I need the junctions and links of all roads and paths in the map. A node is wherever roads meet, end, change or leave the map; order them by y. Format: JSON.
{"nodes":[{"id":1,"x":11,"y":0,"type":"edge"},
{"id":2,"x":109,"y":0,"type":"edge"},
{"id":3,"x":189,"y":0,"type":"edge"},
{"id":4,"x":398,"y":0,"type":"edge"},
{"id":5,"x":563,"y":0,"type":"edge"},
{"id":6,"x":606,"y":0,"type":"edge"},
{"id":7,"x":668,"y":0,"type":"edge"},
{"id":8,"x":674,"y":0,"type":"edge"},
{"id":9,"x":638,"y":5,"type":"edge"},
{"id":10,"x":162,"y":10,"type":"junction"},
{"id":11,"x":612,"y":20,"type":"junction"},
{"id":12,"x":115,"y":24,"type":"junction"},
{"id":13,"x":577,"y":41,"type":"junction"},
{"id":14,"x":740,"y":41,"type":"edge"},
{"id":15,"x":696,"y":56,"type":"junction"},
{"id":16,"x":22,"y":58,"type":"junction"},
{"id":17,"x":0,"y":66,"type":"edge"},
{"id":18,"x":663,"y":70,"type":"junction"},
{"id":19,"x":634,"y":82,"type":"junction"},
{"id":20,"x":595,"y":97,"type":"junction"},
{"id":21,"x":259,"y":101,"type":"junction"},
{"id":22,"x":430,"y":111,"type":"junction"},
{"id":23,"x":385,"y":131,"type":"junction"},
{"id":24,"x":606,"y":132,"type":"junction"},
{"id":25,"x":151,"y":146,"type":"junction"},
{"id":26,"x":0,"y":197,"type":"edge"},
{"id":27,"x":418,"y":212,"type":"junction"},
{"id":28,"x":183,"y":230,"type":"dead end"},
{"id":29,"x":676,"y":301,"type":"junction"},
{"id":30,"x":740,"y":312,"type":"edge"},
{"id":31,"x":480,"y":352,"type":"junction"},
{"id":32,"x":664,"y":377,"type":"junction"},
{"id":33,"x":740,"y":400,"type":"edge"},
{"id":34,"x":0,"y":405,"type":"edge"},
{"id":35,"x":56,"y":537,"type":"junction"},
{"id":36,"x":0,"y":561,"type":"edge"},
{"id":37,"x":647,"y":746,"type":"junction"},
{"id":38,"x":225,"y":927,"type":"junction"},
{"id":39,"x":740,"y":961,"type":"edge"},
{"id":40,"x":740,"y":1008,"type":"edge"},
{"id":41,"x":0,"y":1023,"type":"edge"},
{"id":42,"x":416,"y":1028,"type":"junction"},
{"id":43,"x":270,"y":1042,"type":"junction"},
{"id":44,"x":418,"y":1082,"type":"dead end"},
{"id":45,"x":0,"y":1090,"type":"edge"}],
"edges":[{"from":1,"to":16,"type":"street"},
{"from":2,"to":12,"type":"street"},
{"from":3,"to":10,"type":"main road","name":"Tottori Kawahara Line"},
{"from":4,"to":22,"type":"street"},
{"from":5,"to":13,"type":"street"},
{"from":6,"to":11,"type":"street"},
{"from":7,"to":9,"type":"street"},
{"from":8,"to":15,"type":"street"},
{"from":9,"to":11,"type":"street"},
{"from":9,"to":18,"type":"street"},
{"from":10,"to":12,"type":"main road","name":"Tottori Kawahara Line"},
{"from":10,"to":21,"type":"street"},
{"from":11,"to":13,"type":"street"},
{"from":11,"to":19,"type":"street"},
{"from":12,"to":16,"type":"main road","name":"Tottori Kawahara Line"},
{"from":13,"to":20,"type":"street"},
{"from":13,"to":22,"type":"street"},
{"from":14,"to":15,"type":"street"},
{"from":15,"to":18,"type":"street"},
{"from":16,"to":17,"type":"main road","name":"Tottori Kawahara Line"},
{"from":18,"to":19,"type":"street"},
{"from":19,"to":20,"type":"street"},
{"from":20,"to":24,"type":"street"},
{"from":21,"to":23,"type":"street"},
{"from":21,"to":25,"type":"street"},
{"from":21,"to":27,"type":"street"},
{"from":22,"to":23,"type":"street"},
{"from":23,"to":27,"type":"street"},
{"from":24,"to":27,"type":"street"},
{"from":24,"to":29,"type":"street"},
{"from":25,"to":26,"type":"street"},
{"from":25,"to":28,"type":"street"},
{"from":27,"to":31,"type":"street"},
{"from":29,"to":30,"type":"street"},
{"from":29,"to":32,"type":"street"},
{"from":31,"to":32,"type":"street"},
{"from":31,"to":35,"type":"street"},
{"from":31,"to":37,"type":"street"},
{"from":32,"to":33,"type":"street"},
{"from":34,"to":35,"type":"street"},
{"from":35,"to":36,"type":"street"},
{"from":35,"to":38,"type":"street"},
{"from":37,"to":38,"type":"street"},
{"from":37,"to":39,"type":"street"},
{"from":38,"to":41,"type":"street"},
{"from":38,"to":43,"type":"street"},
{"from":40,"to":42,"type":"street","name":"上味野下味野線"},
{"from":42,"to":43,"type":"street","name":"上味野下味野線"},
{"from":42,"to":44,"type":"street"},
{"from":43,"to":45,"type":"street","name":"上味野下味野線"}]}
+++
WORK REQUIRED:
An exact transcript of all the records is the expected result.

SOLUTION TO THIS EXERCISE:
I need the junctions and links of all roads and paths in the map. A node is wherever roads meet, end, change or leave the map; order them by y. Format: JSON.
{"nodes":[{"id":1,"x":11,"y":0,"type":"edge"},
{"id":2,"x":109,"y":0,"type":"edge"},
{"id":3,"x":189,"y":0,"type":"edge"},
{"id":4,"x":398,"y":0,"type":"edge"},
{"id":5,"x":563,"y":0,"type":"edge"},
{"id":6,"x":606,"y":0,"type":"edge"},
{"id":7,"x":668,"y":0,"type":"edge"},
{"id":8,"x":674,"y":0,"type":"edge"},
{"id":9,"x":638,"y":5,"type":"edge"},
{"id":10,"x":162,"y":10,"type":"junction"},
{"id":11,"x":612,"y":20,"type":"junction"},
{"id":12,"x":115,"y":24,"type":"junction"},
{"id":13,"x":577,"y":41,"type":"junction"},
{"id":14,"x":740,"y":41,"type":"edge"},
{"id":15,"x":696,"y":56,"type":"junction"},
{"id":16,"x":22,"y":58,"type":"junction"},
{"id":17,"x":0,"y":66,"type":"edge"},
{"id":18,"x":663,"y":70,"type":"junction"},
{"id":19,"x":634,"y":82,"type":"junction"},
{"id":20,"x":595,"y":97,"type":"junction"},
{"id":21,"x":259,"y":101,"type":"junction"},
{"id":22,"x":430,"y":111,"type":"junction"},
{"id":23,"x":385,"y":131,"type":"junction"},
{"id":24,"x":606,"y":132,"type":"junction"},
{"id":25,"x":151,"y":146,"type":"junction"},
{"id":26,"x":0,"y":197,"type":"edge"},
{"id":27,"x":418,"y":212,"type":"junction"},
{"id":28,"x":183,"y":230,"type":"dead end"},
{"id":29,"x":676,"y":301,"type":"junction"},
{"id":30,"x":740,"y":312,"type":"edge"},
{"id":31,"x":480,"y":352,"type":"junction"},
{"id":32,"x":664,"y":377,"type":"junction"},
{"id":33,"x":740,"y":400,"type":"edge"},
{"id":34,"x":0,"y":405,"type":"edge"},
{"id":35,"x":56,"y":537,"type":"junction"},
{"id":36,"x":0,"y":561,"type":"edge"},
{"id":37,"x":647,"y":746,"type":"junction"},
{"id":38,"x":225,"y":927,"type":"junction"},
{"id":39,"x":740,"y":961,"type":"edge"},
{"id":40,"x":740,"y":1008,"type":"edge"},
{"id":41,"x":0,"y":1023,"type":"edge"},
{"id":42,"x":416,"y":1028,"type":"junction"},
{"id":43,"x":270,"y":1042,"type":"junction"},
{"id":44,"x":418,"y":1082,"type":"dead end"},
{"id":45,"x":0,"y":1090,"type":"edge"}],
"edges":[{"from":1,"to":16,"type":"street"},
{"from":2,"to":12,"type":"street"},
{"from":3,"to":10,"type":"main road","name":"Tottori Kawahara Line"},
{"from":4,"to":22,"type":"street"},
{"from":5,"to":13,"type":"street"},
{"from":6,"to":11,"type":"street"},
{"from":7,"to":9,"type":"street"},
{"from":8,"to":15,"type":"street"},
{"from":9,"to":11,"type":"street"},
{"from":9,"to":18,"type":"street"},
{"from":10,"to":12,"type":"main road","name":"Tottori Kawahara Line"},
{"from":10,"to":21,"type":"street"},
{"from":11,"to":13,"type":"street"},
{"from":11,"to":19,"type":"street"},
{"from":12,"to":16,"type":"main road","name":"Tottori Kawahara Line"},
{"from":13,"to":20,"type":"street"},
{"from":13,"to":22,"type":"street"},
{"from":14,"to":15,"type":"street"},
{"from":15,"to":18,"type":"street"},
{"from":16,"to":17,"type":"main road","name":"Tottori Kawahara Line"},
{"from":18,"to":19,"type":"street"},
{"from":19,"to":20,"type":"street"},
{"from":20,"to":24,"type":"street"},
{"from":21,"to":23,"type":"street"},
{"from":21,"to":25,"type":"street"},
{"from":21,"to":27,"type":"street"},
{"from":22,"to":23,"type":"street"},
{"from":23,"to":27,"type":"street"},
{"from":24,"to":27,"type":"street"},
{"from":24,"to":29,"type":"street"},
{"from":25,"to":26,"type":"street"},
{"from":25,"to":28,"type":"street"},
{"from":27,"to":31,"type":"street"},
{"from":29,"to":30,"type":"street"},
{"from":29,"to":32,"type":"street"},
{"from":31,"to":32,"type":"street"},
{"from":31,"to":35,"type":"street"},
{"from":31,"to":37,"type":"street"},
{"from":32,"to":33,"type":"street"},
{"from":34,"to":35,"type":"street"},
{"from":35,"to":36,"type":"street"},
{"from":35,"to":38,"type":"street"},
{"from":37,"to":38,"type":"street"},
{"from":37,"to":39,"type":"street"},
{"from":38,"to":41,"type":"street"},
{"from":38,"to":43,"type":"street"},
{"from":40,"to":42,"type":"street","name":"上味野下味野線"},
{"from":42,"to":43,"type":"street","name":"上味野下味野線"},
{"from":42,"to":44,"type":"street"},
{"from":43,"to":45,"type":"street","name":"上味野下味野線"}]}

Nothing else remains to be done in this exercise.